───── PROVIDED MATERIAL
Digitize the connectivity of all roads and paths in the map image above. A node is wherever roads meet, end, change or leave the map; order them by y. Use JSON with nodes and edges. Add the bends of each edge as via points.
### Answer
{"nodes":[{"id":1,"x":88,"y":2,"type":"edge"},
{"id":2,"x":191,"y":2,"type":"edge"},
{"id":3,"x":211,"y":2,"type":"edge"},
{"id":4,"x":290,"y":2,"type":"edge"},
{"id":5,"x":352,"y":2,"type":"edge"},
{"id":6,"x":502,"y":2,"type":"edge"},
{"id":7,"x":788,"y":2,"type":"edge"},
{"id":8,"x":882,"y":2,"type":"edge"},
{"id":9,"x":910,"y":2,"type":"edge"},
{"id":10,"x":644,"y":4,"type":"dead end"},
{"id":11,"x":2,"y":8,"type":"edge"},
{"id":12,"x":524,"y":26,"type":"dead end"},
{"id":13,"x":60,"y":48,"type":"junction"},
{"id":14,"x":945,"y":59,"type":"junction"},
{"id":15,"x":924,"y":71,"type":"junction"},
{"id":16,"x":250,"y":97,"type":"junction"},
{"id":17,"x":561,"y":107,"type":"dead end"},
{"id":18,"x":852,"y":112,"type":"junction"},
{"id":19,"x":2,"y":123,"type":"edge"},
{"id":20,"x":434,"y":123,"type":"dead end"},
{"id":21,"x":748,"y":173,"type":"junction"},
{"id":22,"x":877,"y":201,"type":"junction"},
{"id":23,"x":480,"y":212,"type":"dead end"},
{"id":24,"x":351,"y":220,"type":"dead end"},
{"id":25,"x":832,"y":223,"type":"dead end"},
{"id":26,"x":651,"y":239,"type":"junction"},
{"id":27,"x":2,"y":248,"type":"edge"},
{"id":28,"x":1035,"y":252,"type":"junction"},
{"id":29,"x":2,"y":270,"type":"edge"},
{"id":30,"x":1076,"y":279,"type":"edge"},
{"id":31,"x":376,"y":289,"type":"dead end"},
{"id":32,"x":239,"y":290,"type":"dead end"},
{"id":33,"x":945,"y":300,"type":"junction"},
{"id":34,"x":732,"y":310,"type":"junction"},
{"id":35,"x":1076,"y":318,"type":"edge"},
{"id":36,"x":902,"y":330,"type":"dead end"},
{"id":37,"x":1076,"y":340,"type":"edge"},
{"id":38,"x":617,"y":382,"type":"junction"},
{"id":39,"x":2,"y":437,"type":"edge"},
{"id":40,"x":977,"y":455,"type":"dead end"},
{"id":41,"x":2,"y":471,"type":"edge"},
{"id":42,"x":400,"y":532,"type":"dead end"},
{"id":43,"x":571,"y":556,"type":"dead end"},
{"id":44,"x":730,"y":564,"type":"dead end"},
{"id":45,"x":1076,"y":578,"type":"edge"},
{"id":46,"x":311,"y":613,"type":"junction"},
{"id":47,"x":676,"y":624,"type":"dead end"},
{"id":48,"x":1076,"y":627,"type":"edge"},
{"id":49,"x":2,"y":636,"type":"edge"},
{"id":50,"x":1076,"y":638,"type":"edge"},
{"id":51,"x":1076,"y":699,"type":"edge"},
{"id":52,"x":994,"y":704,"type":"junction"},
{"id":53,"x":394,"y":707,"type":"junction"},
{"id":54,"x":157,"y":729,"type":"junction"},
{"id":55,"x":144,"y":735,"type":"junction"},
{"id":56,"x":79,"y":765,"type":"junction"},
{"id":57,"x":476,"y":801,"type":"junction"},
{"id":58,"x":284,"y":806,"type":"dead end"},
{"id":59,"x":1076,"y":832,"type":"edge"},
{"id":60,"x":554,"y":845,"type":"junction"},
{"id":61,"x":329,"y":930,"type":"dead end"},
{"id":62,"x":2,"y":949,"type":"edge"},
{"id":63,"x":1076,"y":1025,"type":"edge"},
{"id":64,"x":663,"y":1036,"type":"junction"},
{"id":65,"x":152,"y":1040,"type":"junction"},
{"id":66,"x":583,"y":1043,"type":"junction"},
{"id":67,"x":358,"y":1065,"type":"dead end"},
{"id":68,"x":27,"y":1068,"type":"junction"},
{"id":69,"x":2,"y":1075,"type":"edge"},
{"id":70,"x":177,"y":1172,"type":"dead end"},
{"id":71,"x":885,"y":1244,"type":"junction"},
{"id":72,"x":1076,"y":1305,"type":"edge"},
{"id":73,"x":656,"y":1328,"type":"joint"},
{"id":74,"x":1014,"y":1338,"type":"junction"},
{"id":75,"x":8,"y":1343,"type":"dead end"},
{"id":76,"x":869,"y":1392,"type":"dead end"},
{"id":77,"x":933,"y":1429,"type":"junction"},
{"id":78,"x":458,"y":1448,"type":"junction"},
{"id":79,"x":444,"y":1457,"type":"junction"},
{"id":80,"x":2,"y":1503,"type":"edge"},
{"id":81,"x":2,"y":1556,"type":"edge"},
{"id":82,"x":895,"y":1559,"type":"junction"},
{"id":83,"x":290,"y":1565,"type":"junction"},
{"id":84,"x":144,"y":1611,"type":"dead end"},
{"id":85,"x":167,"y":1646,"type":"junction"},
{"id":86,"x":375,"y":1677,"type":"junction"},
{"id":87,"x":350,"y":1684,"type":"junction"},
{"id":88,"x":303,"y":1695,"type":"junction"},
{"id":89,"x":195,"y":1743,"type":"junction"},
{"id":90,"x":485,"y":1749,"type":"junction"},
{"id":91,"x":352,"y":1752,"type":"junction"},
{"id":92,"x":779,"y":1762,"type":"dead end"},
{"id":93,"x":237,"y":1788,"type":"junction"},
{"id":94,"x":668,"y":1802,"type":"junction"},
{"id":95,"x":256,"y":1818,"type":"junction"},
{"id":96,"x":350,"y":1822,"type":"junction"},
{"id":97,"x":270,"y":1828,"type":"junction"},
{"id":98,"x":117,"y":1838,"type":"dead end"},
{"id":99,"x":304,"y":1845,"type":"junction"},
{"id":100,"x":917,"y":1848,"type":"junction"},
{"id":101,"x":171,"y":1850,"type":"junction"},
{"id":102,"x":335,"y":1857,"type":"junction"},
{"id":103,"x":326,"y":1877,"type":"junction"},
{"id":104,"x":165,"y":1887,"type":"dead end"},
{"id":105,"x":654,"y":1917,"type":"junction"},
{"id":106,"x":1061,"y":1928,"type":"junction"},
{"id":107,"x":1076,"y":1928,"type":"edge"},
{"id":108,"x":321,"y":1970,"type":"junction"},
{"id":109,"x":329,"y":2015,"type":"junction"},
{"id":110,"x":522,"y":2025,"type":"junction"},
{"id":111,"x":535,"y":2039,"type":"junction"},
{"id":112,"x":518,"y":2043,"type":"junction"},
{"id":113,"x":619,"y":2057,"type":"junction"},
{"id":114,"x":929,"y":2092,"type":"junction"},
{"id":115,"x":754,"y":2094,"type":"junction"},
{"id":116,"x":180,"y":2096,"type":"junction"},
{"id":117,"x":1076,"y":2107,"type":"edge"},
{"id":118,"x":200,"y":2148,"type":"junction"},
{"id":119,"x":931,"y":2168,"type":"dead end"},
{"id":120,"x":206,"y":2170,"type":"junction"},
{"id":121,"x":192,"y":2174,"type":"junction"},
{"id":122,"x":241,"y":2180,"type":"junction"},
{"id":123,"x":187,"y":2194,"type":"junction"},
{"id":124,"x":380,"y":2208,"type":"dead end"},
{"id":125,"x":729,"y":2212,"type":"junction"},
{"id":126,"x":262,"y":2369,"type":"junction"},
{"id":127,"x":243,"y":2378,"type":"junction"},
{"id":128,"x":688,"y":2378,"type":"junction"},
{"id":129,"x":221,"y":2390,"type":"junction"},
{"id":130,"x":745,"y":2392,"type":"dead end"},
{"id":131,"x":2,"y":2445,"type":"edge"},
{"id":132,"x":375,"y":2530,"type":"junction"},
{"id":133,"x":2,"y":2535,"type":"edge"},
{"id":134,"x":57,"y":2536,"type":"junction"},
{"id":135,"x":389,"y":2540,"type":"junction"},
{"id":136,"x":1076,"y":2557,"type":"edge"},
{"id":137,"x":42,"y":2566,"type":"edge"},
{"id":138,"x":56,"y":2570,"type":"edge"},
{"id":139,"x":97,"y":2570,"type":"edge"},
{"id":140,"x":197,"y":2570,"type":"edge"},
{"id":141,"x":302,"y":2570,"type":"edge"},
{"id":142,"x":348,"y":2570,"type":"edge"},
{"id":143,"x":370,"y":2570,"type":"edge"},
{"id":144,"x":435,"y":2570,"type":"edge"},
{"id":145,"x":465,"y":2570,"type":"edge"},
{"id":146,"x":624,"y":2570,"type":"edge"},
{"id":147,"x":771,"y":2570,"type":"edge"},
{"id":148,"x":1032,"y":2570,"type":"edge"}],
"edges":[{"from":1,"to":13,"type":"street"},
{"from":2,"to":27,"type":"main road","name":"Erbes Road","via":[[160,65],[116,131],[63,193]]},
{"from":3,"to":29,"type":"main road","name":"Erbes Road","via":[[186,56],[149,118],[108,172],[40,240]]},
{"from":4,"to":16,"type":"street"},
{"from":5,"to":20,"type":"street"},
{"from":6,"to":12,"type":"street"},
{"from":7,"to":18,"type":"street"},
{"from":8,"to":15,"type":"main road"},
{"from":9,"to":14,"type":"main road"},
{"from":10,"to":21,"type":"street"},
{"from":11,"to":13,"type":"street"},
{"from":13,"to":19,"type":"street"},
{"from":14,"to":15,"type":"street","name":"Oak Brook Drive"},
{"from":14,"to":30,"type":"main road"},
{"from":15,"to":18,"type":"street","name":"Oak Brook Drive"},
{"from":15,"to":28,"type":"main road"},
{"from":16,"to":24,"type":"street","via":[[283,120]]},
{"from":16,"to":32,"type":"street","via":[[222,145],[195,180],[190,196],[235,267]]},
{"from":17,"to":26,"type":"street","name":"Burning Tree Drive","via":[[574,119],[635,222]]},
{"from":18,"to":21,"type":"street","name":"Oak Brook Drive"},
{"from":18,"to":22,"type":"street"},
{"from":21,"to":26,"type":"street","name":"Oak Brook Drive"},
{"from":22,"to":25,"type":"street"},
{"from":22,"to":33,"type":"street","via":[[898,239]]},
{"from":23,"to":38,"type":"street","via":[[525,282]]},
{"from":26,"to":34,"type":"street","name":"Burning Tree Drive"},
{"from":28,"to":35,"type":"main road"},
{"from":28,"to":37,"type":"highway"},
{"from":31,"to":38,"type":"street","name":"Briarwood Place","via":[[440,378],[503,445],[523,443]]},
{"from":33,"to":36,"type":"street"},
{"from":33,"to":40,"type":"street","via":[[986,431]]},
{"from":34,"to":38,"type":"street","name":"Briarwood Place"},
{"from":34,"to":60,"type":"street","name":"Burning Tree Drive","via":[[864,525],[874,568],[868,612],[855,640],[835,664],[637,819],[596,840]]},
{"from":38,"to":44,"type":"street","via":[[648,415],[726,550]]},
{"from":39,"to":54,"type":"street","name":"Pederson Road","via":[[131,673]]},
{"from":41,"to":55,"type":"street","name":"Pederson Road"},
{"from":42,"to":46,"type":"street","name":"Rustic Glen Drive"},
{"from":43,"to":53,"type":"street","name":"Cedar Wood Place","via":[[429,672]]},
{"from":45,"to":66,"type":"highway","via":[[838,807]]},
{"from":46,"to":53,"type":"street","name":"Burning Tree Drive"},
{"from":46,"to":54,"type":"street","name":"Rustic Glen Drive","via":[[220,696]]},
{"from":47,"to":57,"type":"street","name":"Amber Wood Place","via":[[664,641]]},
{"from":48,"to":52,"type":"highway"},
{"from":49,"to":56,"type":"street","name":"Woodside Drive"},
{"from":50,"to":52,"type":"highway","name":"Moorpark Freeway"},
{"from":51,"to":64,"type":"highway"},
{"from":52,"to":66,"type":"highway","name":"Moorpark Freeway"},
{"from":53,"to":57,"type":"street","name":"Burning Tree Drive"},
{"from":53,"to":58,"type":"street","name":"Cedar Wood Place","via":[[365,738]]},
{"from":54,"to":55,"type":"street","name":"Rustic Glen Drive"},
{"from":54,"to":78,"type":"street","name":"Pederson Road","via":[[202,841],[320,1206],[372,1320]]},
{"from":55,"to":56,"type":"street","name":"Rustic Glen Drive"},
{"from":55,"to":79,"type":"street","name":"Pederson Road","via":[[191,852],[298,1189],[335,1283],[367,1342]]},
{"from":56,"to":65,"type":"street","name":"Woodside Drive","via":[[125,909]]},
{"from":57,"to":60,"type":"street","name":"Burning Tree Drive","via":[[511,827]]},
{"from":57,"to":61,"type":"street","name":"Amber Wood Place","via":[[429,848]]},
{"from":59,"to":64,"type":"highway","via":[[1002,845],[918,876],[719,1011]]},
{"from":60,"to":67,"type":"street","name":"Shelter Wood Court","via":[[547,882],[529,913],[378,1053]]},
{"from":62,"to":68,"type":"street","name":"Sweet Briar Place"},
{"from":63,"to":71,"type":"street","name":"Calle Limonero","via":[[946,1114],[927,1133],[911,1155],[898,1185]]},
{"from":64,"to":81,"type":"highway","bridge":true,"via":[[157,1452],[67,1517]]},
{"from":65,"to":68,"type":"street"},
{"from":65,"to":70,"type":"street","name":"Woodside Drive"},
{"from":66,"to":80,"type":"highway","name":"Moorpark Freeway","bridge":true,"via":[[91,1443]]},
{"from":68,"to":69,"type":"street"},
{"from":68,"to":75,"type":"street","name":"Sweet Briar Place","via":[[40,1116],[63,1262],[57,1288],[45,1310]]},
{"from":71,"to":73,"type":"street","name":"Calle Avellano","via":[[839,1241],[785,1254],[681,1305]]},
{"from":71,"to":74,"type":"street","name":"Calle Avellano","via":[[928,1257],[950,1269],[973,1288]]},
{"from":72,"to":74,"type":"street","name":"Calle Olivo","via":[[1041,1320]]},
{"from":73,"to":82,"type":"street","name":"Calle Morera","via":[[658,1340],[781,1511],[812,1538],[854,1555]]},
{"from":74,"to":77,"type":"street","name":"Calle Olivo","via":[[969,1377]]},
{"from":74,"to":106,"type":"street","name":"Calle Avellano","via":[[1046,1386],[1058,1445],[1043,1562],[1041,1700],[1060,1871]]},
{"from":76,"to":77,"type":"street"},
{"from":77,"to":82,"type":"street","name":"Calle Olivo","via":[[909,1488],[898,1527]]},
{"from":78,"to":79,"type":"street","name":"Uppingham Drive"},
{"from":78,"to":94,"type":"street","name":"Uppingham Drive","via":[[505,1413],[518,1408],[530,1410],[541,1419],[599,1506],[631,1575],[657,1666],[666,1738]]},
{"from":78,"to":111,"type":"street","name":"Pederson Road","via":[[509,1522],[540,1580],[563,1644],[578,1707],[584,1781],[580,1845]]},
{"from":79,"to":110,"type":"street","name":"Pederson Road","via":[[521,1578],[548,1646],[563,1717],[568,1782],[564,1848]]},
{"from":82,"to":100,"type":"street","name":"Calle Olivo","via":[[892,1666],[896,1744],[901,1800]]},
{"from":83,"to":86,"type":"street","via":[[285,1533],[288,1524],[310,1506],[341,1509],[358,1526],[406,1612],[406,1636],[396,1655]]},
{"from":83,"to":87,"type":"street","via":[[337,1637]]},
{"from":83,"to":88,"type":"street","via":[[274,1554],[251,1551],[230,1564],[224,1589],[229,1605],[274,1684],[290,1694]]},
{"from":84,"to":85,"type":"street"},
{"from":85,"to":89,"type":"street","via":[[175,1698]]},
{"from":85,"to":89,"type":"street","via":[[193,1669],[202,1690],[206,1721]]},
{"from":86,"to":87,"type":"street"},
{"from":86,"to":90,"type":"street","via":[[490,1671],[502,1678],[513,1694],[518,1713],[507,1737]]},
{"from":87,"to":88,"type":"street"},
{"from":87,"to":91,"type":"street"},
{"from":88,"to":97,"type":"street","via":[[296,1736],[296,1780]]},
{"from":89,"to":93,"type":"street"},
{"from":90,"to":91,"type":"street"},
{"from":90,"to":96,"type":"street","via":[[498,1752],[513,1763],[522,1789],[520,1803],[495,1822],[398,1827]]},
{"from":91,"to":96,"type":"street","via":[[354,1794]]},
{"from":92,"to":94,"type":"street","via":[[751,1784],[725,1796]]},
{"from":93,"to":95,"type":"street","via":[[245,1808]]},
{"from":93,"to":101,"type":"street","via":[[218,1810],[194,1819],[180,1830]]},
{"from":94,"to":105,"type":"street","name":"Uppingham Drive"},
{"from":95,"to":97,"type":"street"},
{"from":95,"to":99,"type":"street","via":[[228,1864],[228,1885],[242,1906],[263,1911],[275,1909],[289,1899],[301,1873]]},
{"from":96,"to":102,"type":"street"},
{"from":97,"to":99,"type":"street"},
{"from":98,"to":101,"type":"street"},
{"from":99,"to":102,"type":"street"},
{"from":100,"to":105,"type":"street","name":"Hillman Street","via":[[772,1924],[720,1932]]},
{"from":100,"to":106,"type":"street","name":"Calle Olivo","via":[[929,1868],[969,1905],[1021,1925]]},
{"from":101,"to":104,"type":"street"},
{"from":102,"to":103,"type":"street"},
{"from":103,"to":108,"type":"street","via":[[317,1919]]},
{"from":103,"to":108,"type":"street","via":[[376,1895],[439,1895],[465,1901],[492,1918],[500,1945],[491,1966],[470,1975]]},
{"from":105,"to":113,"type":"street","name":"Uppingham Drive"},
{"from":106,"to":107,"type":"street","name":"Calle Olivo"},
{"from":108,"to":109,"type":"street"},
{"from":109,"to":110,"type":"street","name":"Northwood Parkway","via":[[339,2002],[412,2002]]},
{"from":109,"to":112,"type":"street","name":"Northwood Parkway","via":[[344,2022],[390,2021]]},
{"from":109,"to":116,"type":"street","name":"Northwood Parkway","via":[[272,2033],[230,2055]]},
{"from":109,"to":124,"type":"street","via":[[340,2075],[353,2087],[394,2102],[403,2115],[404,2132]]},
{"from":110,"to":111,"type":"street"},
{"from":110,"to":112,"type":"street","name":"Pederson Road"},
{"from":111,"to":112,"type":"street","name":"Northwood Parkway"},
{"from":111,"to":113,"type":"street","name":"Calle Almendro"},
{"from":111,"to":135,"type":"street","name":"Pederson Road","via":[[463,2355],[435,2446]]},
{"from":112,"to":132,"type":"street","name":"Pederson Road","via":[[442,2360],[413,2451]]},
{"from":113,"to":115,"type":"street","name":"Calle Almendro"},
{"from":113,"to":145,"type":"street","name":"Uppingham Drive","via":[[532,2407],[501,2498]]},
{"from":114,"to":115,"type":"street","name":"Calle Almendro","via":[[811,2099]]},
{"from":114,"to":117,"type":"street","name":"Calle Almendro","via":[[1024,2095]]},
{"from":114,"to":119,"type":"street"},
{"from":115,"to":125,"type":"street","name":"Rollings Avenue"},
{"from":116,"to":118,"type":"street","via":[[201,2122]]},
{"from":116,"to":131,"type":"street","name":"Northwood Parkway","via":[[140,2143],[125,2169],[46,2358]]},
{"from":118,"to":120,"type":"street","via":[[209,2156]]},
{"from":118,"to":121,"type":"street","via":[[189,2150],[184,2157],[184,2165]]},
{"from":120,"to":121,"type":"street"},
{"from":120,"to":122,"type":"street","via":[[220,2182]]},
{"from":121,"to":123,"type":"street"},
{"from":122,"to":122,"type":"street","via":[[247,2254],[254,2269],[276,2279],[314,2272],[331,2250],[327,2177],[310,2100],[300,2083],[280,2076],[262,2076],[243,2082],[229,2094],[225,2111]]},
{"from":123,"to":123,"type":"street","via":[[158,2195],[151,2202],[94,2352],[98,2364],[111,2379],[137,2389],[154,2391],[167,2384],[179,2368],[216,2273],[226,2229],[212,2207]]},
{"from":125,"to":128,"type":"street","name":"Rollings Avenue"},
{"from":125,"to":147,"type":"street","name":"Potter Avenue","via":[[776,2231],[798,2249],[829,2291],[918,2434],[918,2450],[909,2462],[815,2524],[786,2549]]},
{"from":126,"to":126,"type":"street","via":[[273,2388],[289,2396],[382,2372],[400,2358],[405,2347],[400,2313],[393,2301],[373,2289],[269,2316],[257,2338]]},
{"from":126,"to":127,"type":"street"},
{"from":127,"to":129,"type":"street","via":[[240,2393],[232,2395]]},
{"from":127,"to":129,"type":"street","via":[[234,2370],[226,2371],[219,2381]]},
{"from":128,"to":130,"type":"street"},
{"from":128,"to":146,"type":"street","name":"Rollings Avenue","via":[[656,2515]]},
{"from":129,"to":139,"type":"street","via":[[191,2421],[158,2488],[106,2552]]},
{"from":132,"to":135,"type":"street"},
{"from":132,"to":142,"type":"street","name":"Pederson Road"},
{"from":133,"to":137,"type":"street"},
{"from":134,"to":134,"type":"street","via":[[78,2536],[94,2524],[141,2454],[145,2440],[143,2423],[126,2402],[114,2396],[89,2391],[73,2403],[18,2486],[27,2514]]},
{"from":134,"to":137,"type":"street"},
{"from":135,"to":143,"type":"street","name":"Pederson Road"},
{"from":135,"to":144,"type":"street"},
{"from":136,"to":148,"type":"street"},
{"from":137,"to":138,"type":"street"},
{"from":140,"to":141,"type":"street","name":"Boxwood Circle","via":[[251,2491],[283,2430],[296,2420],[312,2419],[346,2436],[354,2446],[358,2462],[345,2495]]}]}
──────────
▸ WORK TO BE COMPLETED: Show every line above in which the word "Amber" is found.

▸ EXERCISE RESULT:
{"from":47,"to":57,"type":"street","name":"Amber Wood Place","via":[[664,641]]},
{"from":57,"to":61,"type":"street","name":"Amber Wood Place","via":[[429,848]]},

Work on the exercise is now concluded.